'This Week' Transcript: Leahy and Sessions

But then there's also the political which is, we've seen in the past few months, two terror attacks on -- attempted attacks on American soil with Abdulmutallab and now with Shahzad. And the administration is very, very worried about after coming in to office, saying that they are going to shut down Guantanamo of actually having something actually happen here in the United States, looking as if they haven't done enough about it. And I think that's a big part as well.

TAPPER: Greg, why are they doing this?

CRAIG: Well I think there's concern that everybody has that when you have a terrorism suspect in hand, the first thing you want to do is to gather as much information from that individual as possible to protect the public, either to find out if they are co-conspirators working with them or plans for the future. So there's no dispute about that.

The real question in my mind is whether the public safety exception to Miranda is adequate, is flexible. Is there a real need to change the Miranda rule in order to accommodate that requirement? Let's just make it a given that you do want to have that interrogation first and you don't want to be bothered by courts or Miranda rules. And their only question is whether the public safety exception which now exists is sufficiently flexible to accommodate that requirement.

TAPPER: Do you think it is?

CRAIG: I don't know what the administration is planning to do. If the administration is planning to say we want 15 to 30 days without any kind of due process, then I think that's going to be a hard sell.

GILLESPIE: I agree there's a legal and political calculus here that's going on. The legal calculus I think is an understanding by this administration which they should get some credit. They won't say it out loud, but the fact is what they're doing is recognizing that the handling of Abdulmutallab, the underwear bomber on Christmas Day was not well done. And that they faced a problem in Mirandizing him too soon and that hurt their ability to get information. So they are trying to address that.

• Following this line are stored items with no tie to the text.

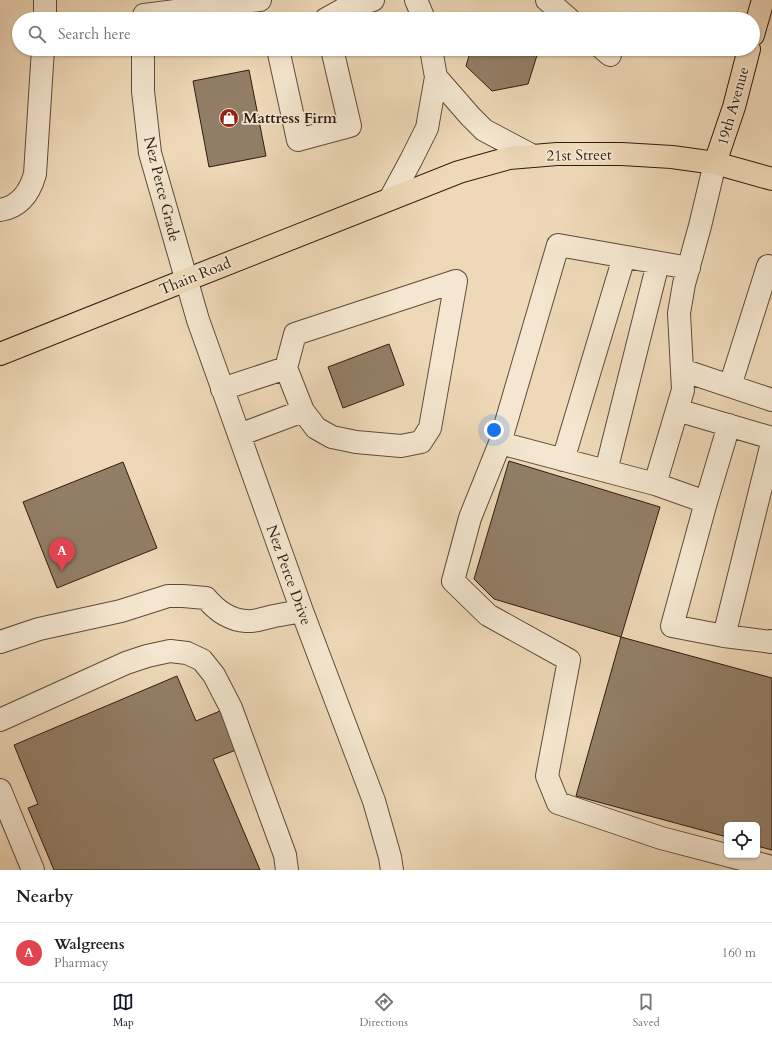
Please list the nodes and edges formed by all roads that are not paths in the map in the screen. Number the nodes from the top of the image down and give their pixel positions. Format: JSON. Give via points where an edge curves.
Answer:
{"nodes":[{"id":1,"x":46,"y":0,"type":"edge"},
{"id":2,"x":260,"y":0,"type":"edge"},
{"id":3,"x":373,"y":0,"type":"edge"},
{"id":4,"x":416,"y":0,"type":"edge"},
{"id":5,"x":547,"y":0,"type":"edge"},
{"id":6,"x":763,"y":0,"type":"edge"},
{"id":7,"x":144,"y":11,"type":"edge"},
{"id":8,"x":45,"y":12,"type":"edge"},
{"id":9,"x":339,"y":12,"type":"edge"},
{"id":10,"x":421,"y":12,"type":"edge"},
{"id":11,"x":561,"y":12,"type":"edge"},
{"id":12,"x":760,"y":12,"type":"edge"},
{"id":13,"x":43,"y":56,"type":"edge"},
{"id":14,"x":143,"y":56,"type":"edge"},
{"id":15,"x":280,"y":56,"type":"edge"},
{"id":16,"x":334,"y":56,"type":"edge"},
{"id":17,"x":432,"y":56,"type":"edge"},
{"id":18,"x":747,"y":56,"type":"edge"},
{"id":19,"x":436,"y":77,"type":"junction"},
{"id":20,"x":533,"y":156,"type":"junction"},
{"id":21,"x":715,"y":163,"type":"junction"},
{"id":22,"x":772,"y":180,"type":"edge"},
{"id":23,"x":390,"y":200,"type":"junction"},
{"id":24,"x":0,"y":210,"type":"edge"},
{"id":25,"x":624,"y":257,"type":"junction"},
{"id":26,"x":658,"y":263,"type":"junction"},
{"id":27,"x":772,"y":267,"type":"edge"},
{"id":28,"x":689,"y":268,"type":"junction"},
{"id":29,"x":186,"y":280,"type":"junction"},
{"id":30,"x":0,"y":354,"type":"edge"},
{"id":31,"x":286,"y":368,"type":"junction"},
{"id":32,"x":682,"y":370,"type":"junction"},
{"id":33,"x":730,"y":386,"type":"junction"},
{"id":34,"x":222,"y":389,"type":"junction"},
{"id":35,"x":772,"y":400,"type":"edge"},
{"id":36,"x":677,"y":410,"type":"junction"},
{"id":37,"x":303,"y":411,"type":"junction"},
{"id":38,"x":729,"y":425,"type":"junction"},
{"id":39,"x":239,"y":435,"type":"junction"},
{"id":40,"x":772,"y":438,"type":"edge"},
{"id":41,"x":500,"y":443,"type":"junction"},
{"id":42,"x":772,"y":443,"type":"edge"},
{"id":43,"x":563,"y":460,"type":"junction"},
{"id":44,"x":606,"y":471,"type":"junction"},
{"id":45,"x":655,"y":484,"type":"junction"},
{"id":46,"x":706,"y":502,"type":"junction"},
{"id":47,"x":302,"y":611,"type":"junction"},
{"id":48,"x":724,"y":636,"type":"junction"},
{"id":49,"x":772,"y":641,"type":"edge"},
{"id":50,"x":0,"y":642,"type":"edge"},
{"id":51,"x":0,"y":720,"type":"edge"},
{"id":52,"x":0,"y":790,"type":"edge"},
{"id":53,"x":772,"y":867,"type":"edge"},
{"id":54,"x":33,"y":870,"type":"edge"},
{"id":55,"x":287,"y":870,"type":"edge"},
{"id":56,"x":392,"y":870,"type":"edge"}],
"edges":[{"from":1,"to":8,"type":"street"},
{"from":2,"to":7,"type":"street"},
{"from":3,"to":9,"type":"street"},
{"from":4,"to":10,"type":"street"},
{"from":5,"to":11,"type":"street"},
{"from":6,"to":12,"type":"main road"},
{"from":13,"to":24,"type":"street","via":[[32,186],[17,204]]},
{"from":14,"to":29,"type":"street","name":"Nez Perce Grade","via":[[143,91],[150,153]]},
{"from":15,"to":16,"type":"street","via":[[298,140],[350,126]]},
{"from":17,"to":19,"type":"street"},
{"from":18,"to":21,"type":"main road","name":"19th Avenue","via":[[734,107]]},
{"from":19,"to":20,"type":"street","via":[[484,130]]},
{"from":19,"to":23,"type":"street","via":[[427,128]]},
{"from":20,"to":21,"type":"main road","name":"21st Street","via":[[622,154]]},
{"from":20,"to":23,"type":"main road","name":"21st Street","via":[[509,158],[459,172]]},
{"from":21,"to":22,"type":"main road","name":"21st Street"},
{"from":21,"to":28,"type":"street"},
{"from":23,"to":29,"type":"main road","name":"Thain Road"},
{"from":25,"to":26,"type":"street"},
{"from":25,"to":41,"type":"street","via":[[558,245]]},
{"from":25,"to":43,"type":"street"},
{"from":26,"to":28,"type":"street"},
{"from":26,"to":44,"type":"street"},
{"from":27,"to":33,"type":"street","via":[[768,266]]},
{"from":28,"to":32,"type":"street","via":[[679,313]]},
{"from":29,"to":30,"type":"main road","name":"Thain Road"},
{"from":29,"to":34,"type":"street","name":"Nez Perce Drive"},
{"from":31,"to":34,"type":"street"},
{"from":31,"to":37,"type":"street"},
{"from":31,"to":37,"type":"street","via":[[295,334],[456,281],[430,428],[421,442],[401,446],[332,437],[316,428]]},
{"from":32,"to":33,"type":"street"},
{"from":32,"to":36,"type":"street","via":[[683,390]]},
{"from":33,"to":35,"type":"street"},
{"from":34,"to":39,"type":"street","name":"Nez Perce Drive"},
{"from":36,"to":38,"type":"street"},
{"from":36,"to":45,"type":"street"},
{"from":37,"to":39,"type":"street"},
{"from":38,"to":40,"type":"street"},
{"from":38,"to":46,"type":"street"},
{"from":39,"to":47,"type":"street","name":"Nez Perce Drive"},
{"from":41,"to":43,"type":"street"},
{"from":41,"to":53,"type":"street","via":[[470,518],[453,581],[488,615],[569,660],[548,776],[558,803],[661,838]]},
{"from":42,"to":48,"type":"street"},
{"from":43,"to":44,"type":"street"},
{"from":44,"to":45,"type":"street"},
{"from":45,"to":46,"type":"street"},
{"from":46,"to":48,"type":"street","via":[[672,626]]},
{"from":47,"to":50,"type":"street","via":[[246,621],[221,612],[206,598],[168,596],[121,611],[39,629]]},
{"from":47,"to":56,"type":"street","name":"Nez Perce Drive","via":[[374,801]]},
{"from":48,"to":49,"type":"street"},
{"from":51,"to":55,"type":"street","via":[[147,656],[170,651],[187,653],[202,660],[214,675],[231,708],[285,855]]},
{"from":52,"to":54,"type":"street"}]}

But the political problem they have is they don't want to embrace the Bush regime and the Bush policies of setting up the enemy combatant system. And you can prosecute or can hold a U.S. citizen as an enemy combatant. We saw that upheld in the fourth circuit in the Padilla case. But they don't want to accept that.

So they're looking for a political calculus here that somehow addresses the problems they faced on Christmas Day but doesn't accept the legal parameters of the Bush administration. That's a real problem for them.

TAPPER: Glenn, what would the reaction be by the Democratic Party if Attorney General Ashcroft had said he wanted to revise the Miranda rules?

GREENWALD: That's the real issue. I mean, the Democrats, including Barack Obama spent the last decade screaming and yelling that what the Bush administration was radical and destructive because they were rewriting our system of justice and our political culture in the name of fears of terrorism. And what you've seen since Barack Obama has been inaugurated is essentially the continuation of many of those very same policies that he himself spent the campaign vehemently condemning. But what's happening now is really quite remarkable, which is those Bush policies that were so controversial were largely aimed at non-citizens.